Ask HN: Dedicated hosting? - fjabre

I definitely see the value in services like Slicehost/Linode but scaling up to larger plans for such services is basically the same cost as renting out a dedicated server. If I'm going to pay $300+/month I want the box to myself.<p>Does anyone out there know of any good dedicated server providers? After some googling I'm finding so many it's a little hard to sift through all the usual fluff.<p>Thanks
======
ibejoeb
I've been with DataPipe (<http://www.datapipe.com>) for the past 7 years, and
I highly recommend them. They offer basic colocation through fully managed
hosting. Very bright, competent staff, and they've always stood by their SLAs
without giving me grief.

I also have dedicated servers at ServerBeach. I haven't had a problem, but I
find the turnaround time is sometimes unreasonably long.

------
Rust
<http://serverbeach.com> and <http://layeredtech.com> are both one I currently
use. Like another commenter noted, ServerBeach sometimes takes a while to
respond, but the same server is over $100/month cheaper with them than at
LayeredTech. On the other hand, the Cedar Falls facility that LayeredTech runs
is freakin' awesome.

------
jeebusroxors
I recently went with <http://atlantic.net> after a few weeks of researching.
So far service has been top notch and I have no complaints. Feel free to email
for details.

------
jmulder
I have been a customer of ServerBeach (<http://www.serverbeach.com/>) since
their early days back in 2002 I believe.

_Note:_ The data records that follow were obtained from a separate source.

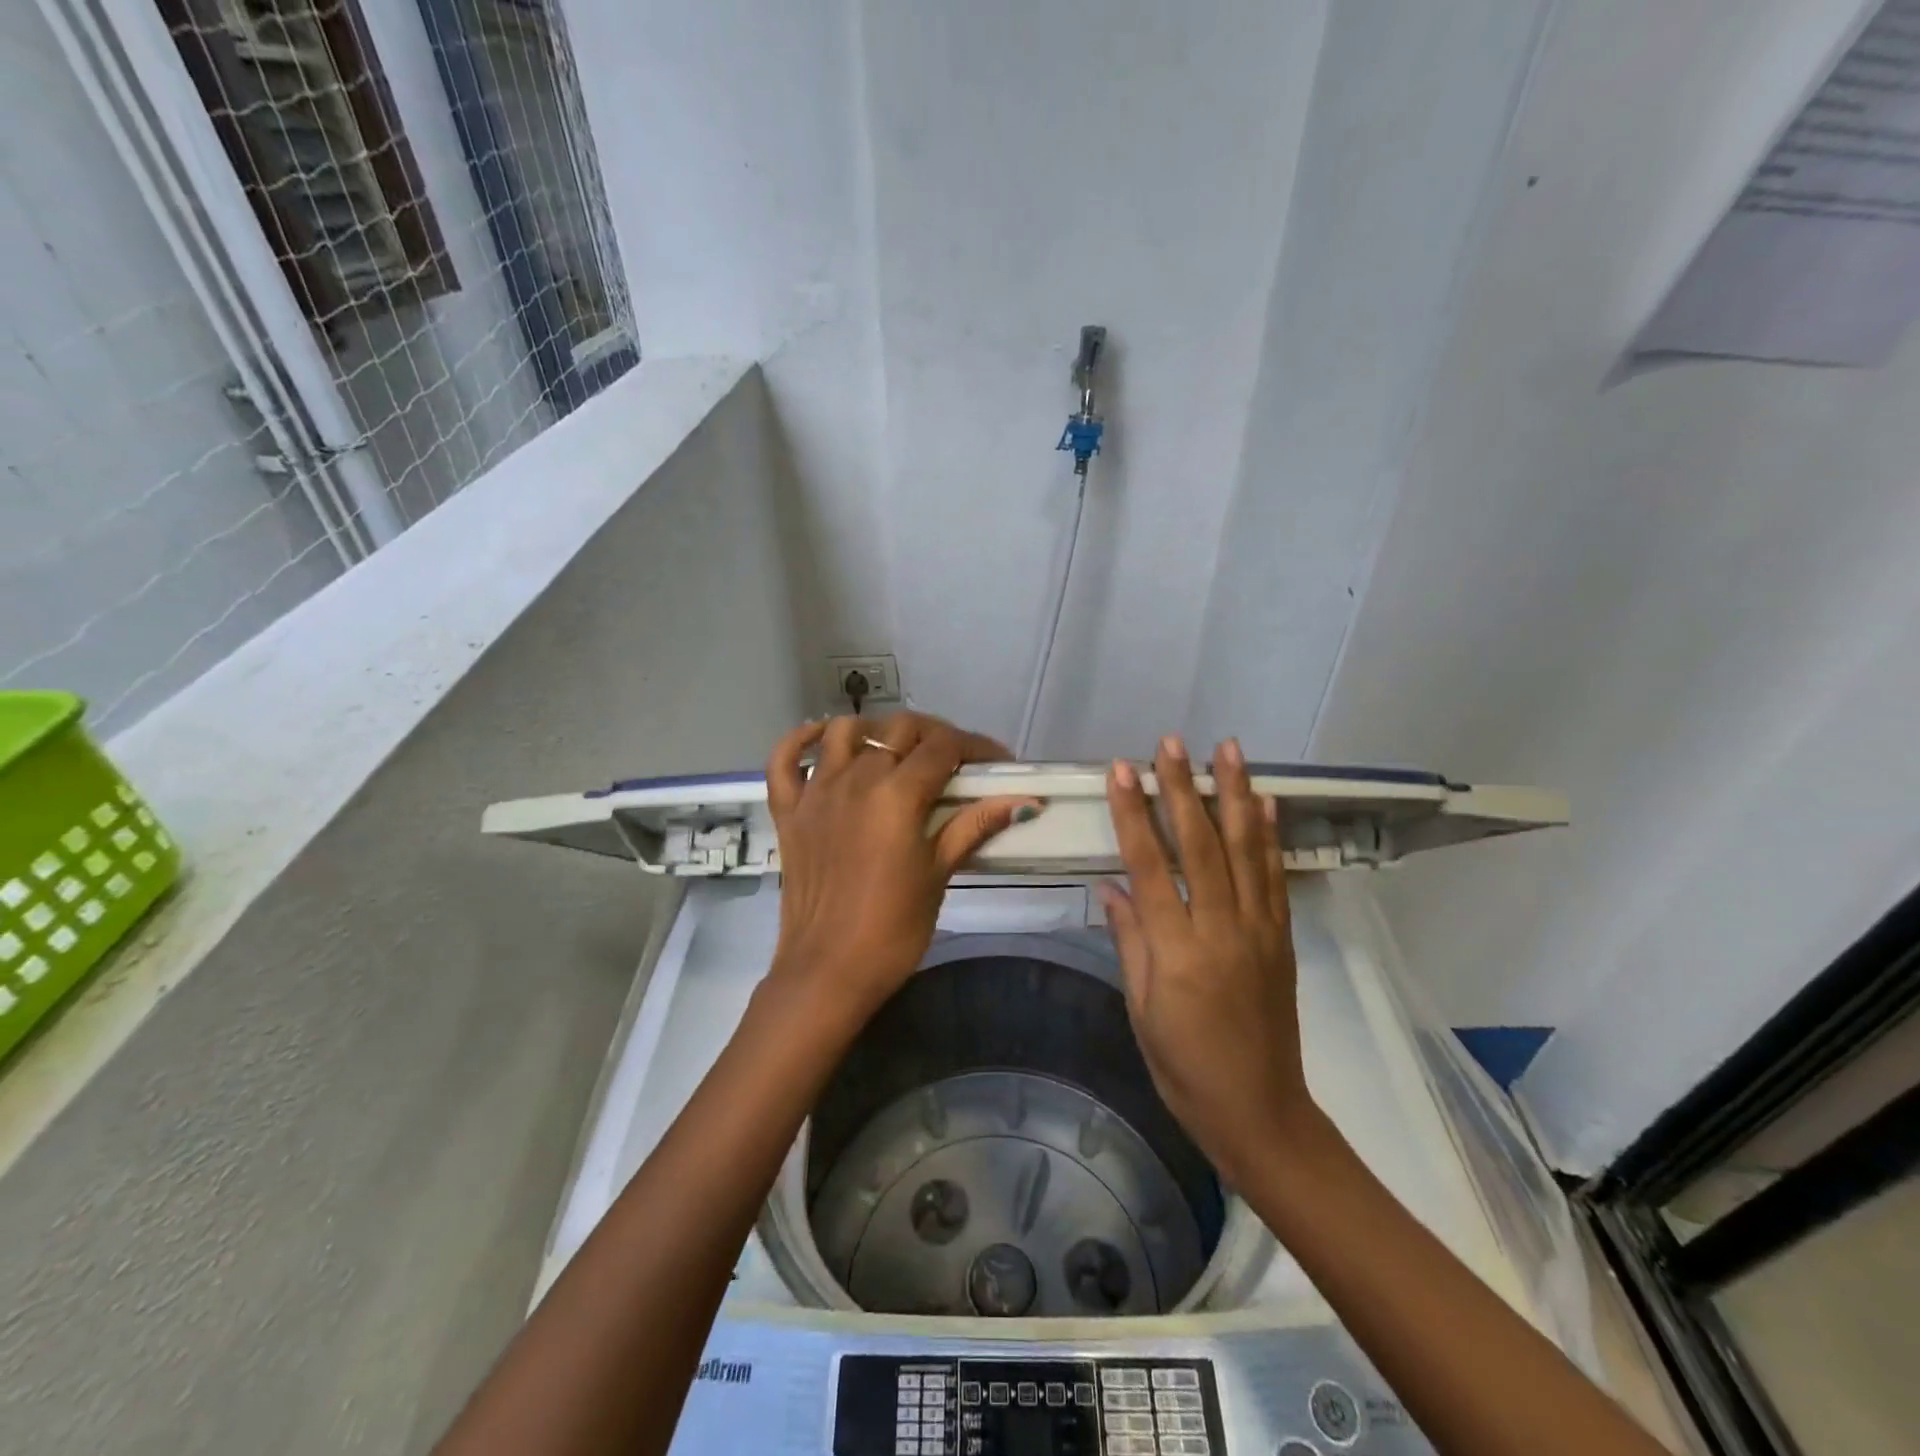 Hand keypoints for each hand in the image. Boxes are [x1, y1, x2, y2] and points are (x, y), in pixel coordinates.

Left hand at [764, 712, 1039, 1026]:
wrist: (828, 972)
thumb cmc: (893, 930)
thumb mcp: (938, 874)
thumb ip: (973, 826)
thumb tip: (1025, 801)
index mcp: (897, 795)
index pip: (943, 747)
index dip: (976, 746)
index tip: (996, 761)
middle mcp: (855, 779)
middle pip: (900, 730)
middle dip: (935, 734)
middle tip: (954, 760)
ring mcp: (816, 792)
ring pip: (846, 732)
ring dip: (877, 731)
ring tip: (897, 751)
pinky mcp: (788, 811)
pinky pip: (785, 759)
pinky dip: (803, 740)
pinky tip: (825, 738)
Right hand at [1097, 736, 1313, 1186]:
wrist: (1260, 1112)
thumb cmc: (1184, 1068)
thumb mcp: (1140, 1010)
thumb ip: (1129, 941)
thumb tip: (1110, 887)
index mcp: (1177, 952)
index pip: (1150, 867)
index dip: (1133, 815)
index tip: (1121, 771)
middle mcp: (1221, 930)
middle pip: (1201, 846)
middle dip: (1182, 789)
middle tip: (1171, 743)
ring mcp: (1259, 931)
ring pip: (1245, 851)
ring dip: (1234, 795)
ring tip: (1228, 749)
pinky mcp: (1281, 938)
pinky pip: (1275, 877)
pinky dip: (1269, 835)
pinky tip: (1262, 802)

Always been good and their support
has been top notch, both in times of software and hardware issues -- I once
had a HDD go berserk on me.

I am however slowly moving to a smaller and cheaper Linode plan, but that's
only because I don't need the bigger stuff anymore.

------
arvinds
Highly recommend <http://m5hosting.com> \- top notch technical people and so
far has been very reliable.

------
eliot_sykes
<http://www.webhostingtalk.com/> is a good place to get an answer to this
question